Nowadays, the sf I see that has any sort of optimism seems to almost be reactionary, harking back to the Golden Age vision without the frequent _naiveté_ concerning science so prevalent in that period; a _naiveté_ which was also apparent (in retrospect) when it came to the more extreme forms of socialistic reforms.

However, I do think that an improvement in science education -- not only the facts of science, but an understanding of its nature and relation to our lives -- would make a tremendous difference not only where sf is concerned, but in our views of the world (and our place in it) in general, most likely for the better, as a better understanding of the natural world improves our ability to make better, more realistic decisions without suffering the enormous disillusionment which so often follows on disappointed expectations based on more _un_realistic views....


----------



## Scifi fan (Dec 1, 2008)

I'm not convinced science education is needed for writing good science fiction. I think English literature (or any kind of literature) is more important. There is a debate, notably between Harlan Ellison and Isaac Asimov, as to whether scientific accuracy is needed in writing good science fiction. I think there must be at least some good science, but not all.


----------



## Lobolover (Dec 1, 2008)

Horror is going _strong_?In what country?Here,ive yet to even come across an own horror SHELF,not to mention theres always a _whole _shelf *specificaly *dedicated to Stephen King.From what I heard Joshi thinks about him,and what ive read of his stories summary vise-I DONT wanna read him.But theres either the several milion King boks or the several billion no name space opera science fiction stories with ultra pulp covers to choose from,same goes for fantasy-I dont wanna read LOTR,It may be beter then how its made out to be,but I know whats going on in there at least,and im not interested.I dont wanna read things about "warring armies","half-elves" and "characters not being like the used to be (in the last volume)" all in one book.I have a blurb of exactely one such book in th shelves.

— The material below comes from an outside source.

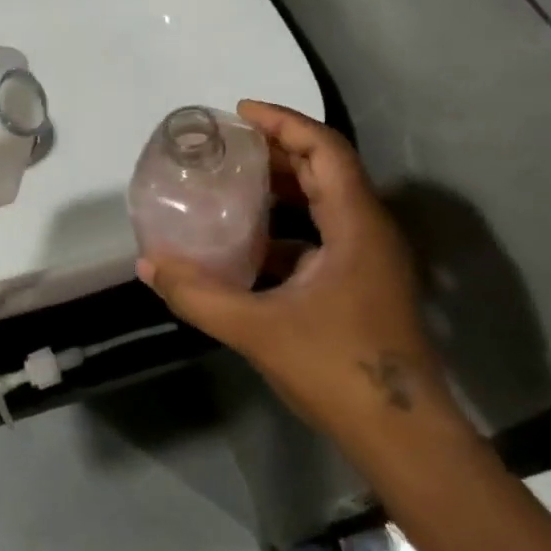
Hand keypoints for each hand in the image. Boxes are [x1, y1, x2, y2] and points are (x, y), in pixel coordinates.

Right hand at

I like SF when it was made,like the Time Machine,I like the old stuff,I DESPISE "shiny spaceships" with character "relationships",being just "thing happen today used with slightly altered background and of no importance or enjoyability".


----------



## j d worthington (Dec 3, 2008)

Scifi fan said:


> I'm not convinced science education is needed for writing good science fiction. I think English literature (or any kind of literature) is more important. There is a debate, notably between Harlan Ellison and Isaac Asimov, as to whether scientific accuracy is needed in writing good science fiction. I think there must be at least some good science, but not all.


 
No, but it is the mindset against scientific understanding that I'm referring to; and a better education in science (especially understanding the methods and philosophy of science) would remove that obstacle. That is something Harlan himself has frequently complained about. The nuts-and-bolts details are one thing; but the general approach of science, where it comes from, how it got where it has, how it relates to the real world, and why it is actually much more effective in understanding the world (and the universe) than the current tendencies toward neo-mysticism... _this_ is necessary for an appreciation of science fiction, as in its basic attitudes it is a very _humanistic_ branch of literature, in either the newer waves or the old.


----------



## QSR Joshua (Dec 3, 2008)

In the doldrums? How do you figure that?

According to IMDB the top ten grossing movies of all time in the US are:

*1.* Titanic (1997) $600,779,824
*2.* The Dark Knight (2008) $530,258,989 
*3.* Star Wars (1977) $460,935,665   *
4.* Shrek 2 (2004) $436,471,036 
*5.* E.T.: The Extra-Terrestrial (1982) $434,949,459 
*6.* Star Wars: Episode I - The Phantom Menace (1999) $431,065,444   *
7.* Pirates of the Caribbean: Dead Man's Chest (2006) $423,032,628   *
8.* Spider-Man (2002) $403,706,375   *
9.* Star Wars: Episode III - Revenge of the Sith (2005) $380,262,555   *
10.* The Lord of the Rings: The Return of the King (2003) $377,019,252

When I look at that list I see at least 5 SF films, 6 if you count The Dark Knight. (Yes, like it or not Spider-Man is SF.)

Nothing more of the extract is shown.